Wherever a line below holds the word "Mété", copy that line.

*** Data to examine Section Begins ***

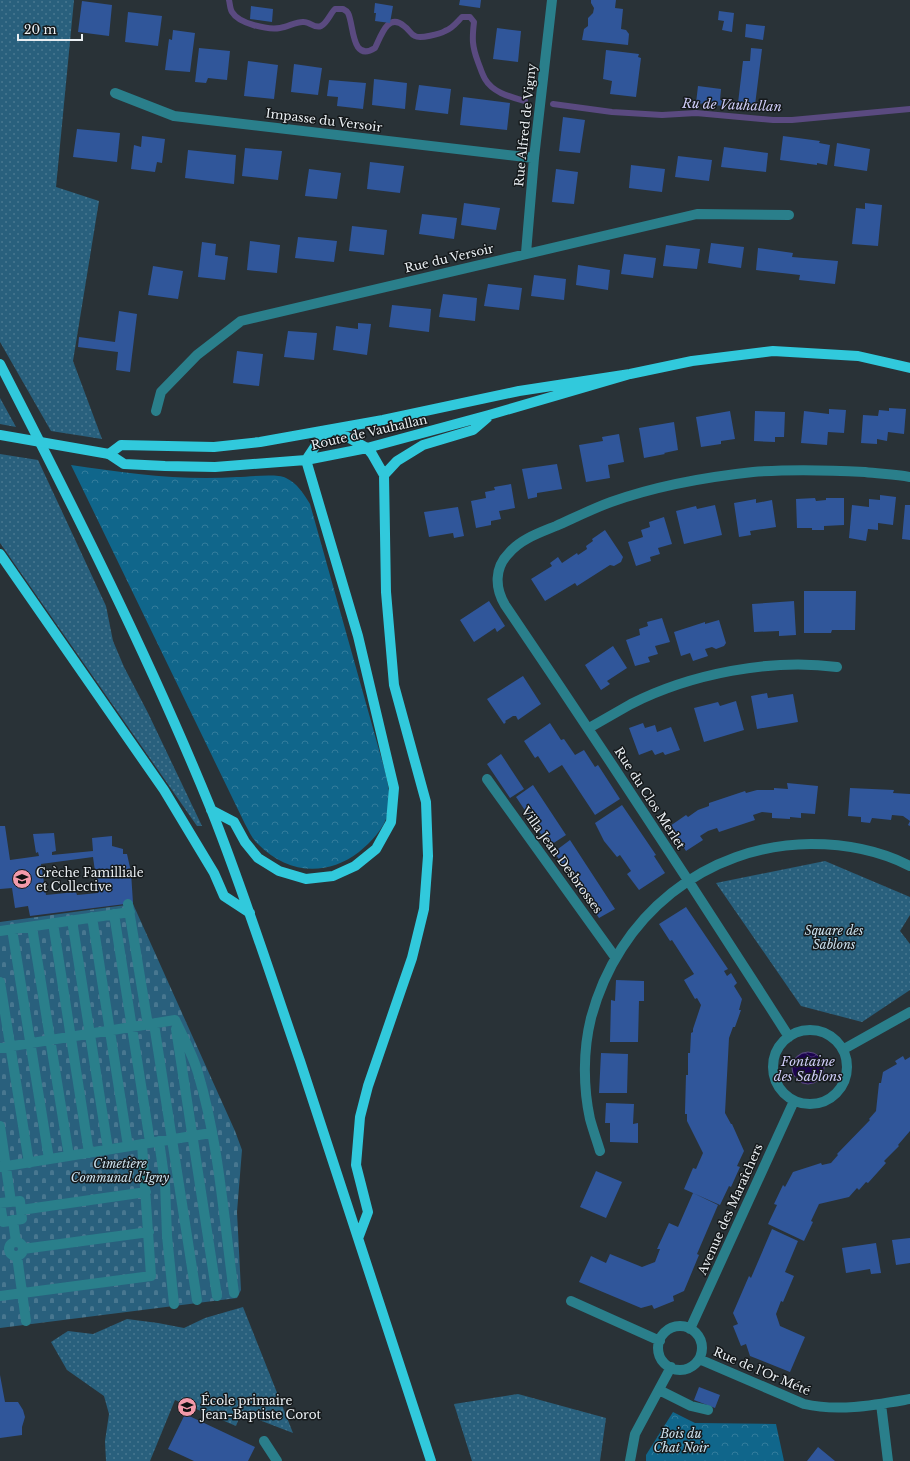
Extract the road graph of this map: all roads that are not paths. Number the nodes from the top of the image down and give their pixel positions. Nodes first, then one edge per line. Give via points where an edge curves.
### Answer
1 (552, 0) edge
2 (115, 93) dead end
3 (534, 158) junction
4 (789, 215) dead end
5 (526, 253) junction
6 (0, 364) edge
7 (910, 368) edge
8 (630, 374) junction
9 (156, 411) dead end
10 (489, 415) junction
11 (333, 429) junction
12 (0, 435) edge
13 (367, 448) junction
14 (109, 454) junction
15 (306, 460) junction
16 (384, 475) junction
17 (910, 477) edge
18 (0, 554) edge
19 (837, 667) dead end
20 (589, 728) junction
21 (487, 779) dead end
22 (211, 810) junction
23 (910, 866) edge
24 (689, 880) junction
25 (250, 913) junction
26 (114, 914) junction
27 (92, 918) junction
28 (72, 920) junction
29 (53, 923) junction
30 (32, 927) junction
31 (12, 930) junction
32 (0, 931) edge
33 (615, 957) junction
34 (0, 982) edge
35 (910, 1012) edge
36 (175, 1020) junction
37 (151, 1024) junction
38 (132, 1027) junction
39 (110, 1031) junction
40 (90, 1034) junction
41 (70, 1037) junction
42 (789, 1037) junction
43 (50, 1040) junction
44 (30, 1044) junction
45 (10, 1047) junction
46 (0, 1048) edge
47 (844, 1049) junction
48 (794, 1101) junction
49 (0, 1126) edge
50 (211, 1133) junction
51 (192, 1136) junction
52 (172, 1139) junction
53 (151, 1142) junction
54 (128, 1146) junction
55 (108, 1149) junction
56 (600, 1151) dead end
57 (89, 1153) junction
58 (69, 1156) junction
59 (49, 1159) junction
60 (29, 1163) junction
61 (3, 1167) edge
62 (146, 1192) junction
63 (11, 1202) junction
64 (21, 1210) junction
65 (1, 1213) edge
66 (13, 1220) junction
67 (149, 1232) junction
68 (359, 1236) junction
69 (13, 1250) edge
70 (234, 1293) dead end
71 (22, 1294) junction
72 (0, 1296) edge
73 (217, 1296) dead end
74 (197, 1300) dead end
75 (571, 1301) dead end
76 (174, 1304) dead end
77 (26, 1321) dead end
78 (690, 1329) junction
79 (660, 1341) junction
80 (699, 1359) junction
81 (671, 1367) junction
82 (659, 1390) junction
83 (910, 1399) edge
84 (881, 1404) junction
85 (708, 1410) dead end
86 (264, 1441) dead end
87 (277, 1461) edge
88 (431, 1461) edge
89 (630, 1461) edge
90 (888, 1461) edge

1 - 3 street, Rue Alfred de Vigny
2 - 3 street, Impasse du Versoir via 174,116
3 - 5 street, Rue Alfred de Vigny
4 - 5 street, Rue du Versoir via 697,214
5 - 9 street, Rue du Versoir via 241,320 197,355 161,392
6 - 22 main road via 81,524 165,702
7 - 8 main road, Route de Vauhallan via 858,356 773,352 692,361
8 - 10 main road, Route de Vauhallan
8 - 11 main road, Route de Vauhallan via 519,391
10 - 13 main road, Route de Vauhallan
10 - 16 main road via 473,430 423,445 398,461
11 - 13 main road
11 - 14 main road, Route de Vauhallan via 214,447 121,445
11 - 15 main road via 318,442
12 - 14 main road, Route de Vauhallan, bridge
13 - 15 main road, Route de Vauhallan
13 - 16 main road
14 - 15 main road, Route de Vauhallan via 124,464 165,466 215,467
15 - 22 main road via 358,636 394,788 391,822 376,848 355,866 333,876 306,879 279,871 258,858 234,822
16 - 68 main road via 386,592 394,685 426,802 428,856 424,909 412,958 368,1086 360,1117 356,1166 368,1212
17 - 20 street, Rue du Clos Merlet via 846,471 794,470 754,472 699,480 612,502 524,540 508,553 501,564 498,573 499,596
18 - 25 main road via 164,790 214,873 224,896
19 - 20 street via 817,664 778,665 708,676 664,690
20 - 24 street, Rue du Clos Merlet
21 - 33 street, Villa Jean Desbrosses
22 - 25 main road
23 - 24 street via 860,848 828,844 792,844 749,852 707,869
24 - 33 street via 654,908 635,928
24 - 42 street, Rue du Clos Merlet
25 - 68 main road
26 - 27 street
26 - 37 street via 129,908
26 - 38 street
27 - 28 street
27 - 39 street
28 - 29 street
28 - 40 street
29 - 30 street
29 - 41 street
30 - 31 street
30 - 43 street
31 - 32 street
31 - 44 street
33 - 56 street via 601,987 591,1018 586,1052 586,1087 590,1120
34 - 45 street
35 - 47 street
36 - 37 street
36 - 50 street via 198,1072
36 - 51 street
37 - 38 street
37 - 52 street
38 - 39 street
38 - 53 street
39 - 40 street
39 - 54 street
40 - 41 street
40 - 55 street
41 - 43 street
41 - 57 street
42 - 47 street via 798,1032 820,1031 837,1041
42 - 48 street via 775,1054 773,1066 778,1087
43 - 44 street
43 - 58 street
44 - 45 street
44 - 59 street
45 - 46 street
45 - 60 street
47 - 48 street via 848,1072 838,1094 828,1101 817,1104 805,1105
48 - 78 street, Avenue des Maraîchers
49 - 61 street
50 - 51 street
50 - 70 street
51 - 52 street
51 - 73 street
52 - 53 street
52 - 74 street
53 - 54 street
53 - 62 street
53 - 76 street via 165,1183
54 - 55 street
55 - 57 street
57 - 58 street
58 - 59 street
59 - 60 street
60 - 61 street
61 - 63 street
62 - 64 street
62 - 67 street
63 - 64 street via 20,1201
63 - 65 street via 0,1203
64 - 66 street via 22,1219
65 - 66 street via 2,1222
66 - 69 street
67 - 69 street
67 - 71 street via 151,1276
68 - 88 main road
69 - 71 street
71 - 72 street
71 - 77 street
75 - 79 street
78 - 79 street via 684,1326 667,1330
78 - 80 street via 698,1335 702,1343
79 - 81 street via 659,1353 663,1361
80 - 81 street via 686,1370
80 - 84 street, Rue de l'Or Mété via 804,1404 820,1408
81 - 82 street
82 - 85 street via 690,1406
82 - 89 street via 635,1434
83 - 84 street, Rue de l'Or Mété
84 - 90 street
86 - 87 street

*** Data to examine Section Ends ***

## Exercise solution:
80 - 84 street, Rue de l'Or Mété via 804,1404 820,1408
83 - 84 street, Rue de l'Or Mété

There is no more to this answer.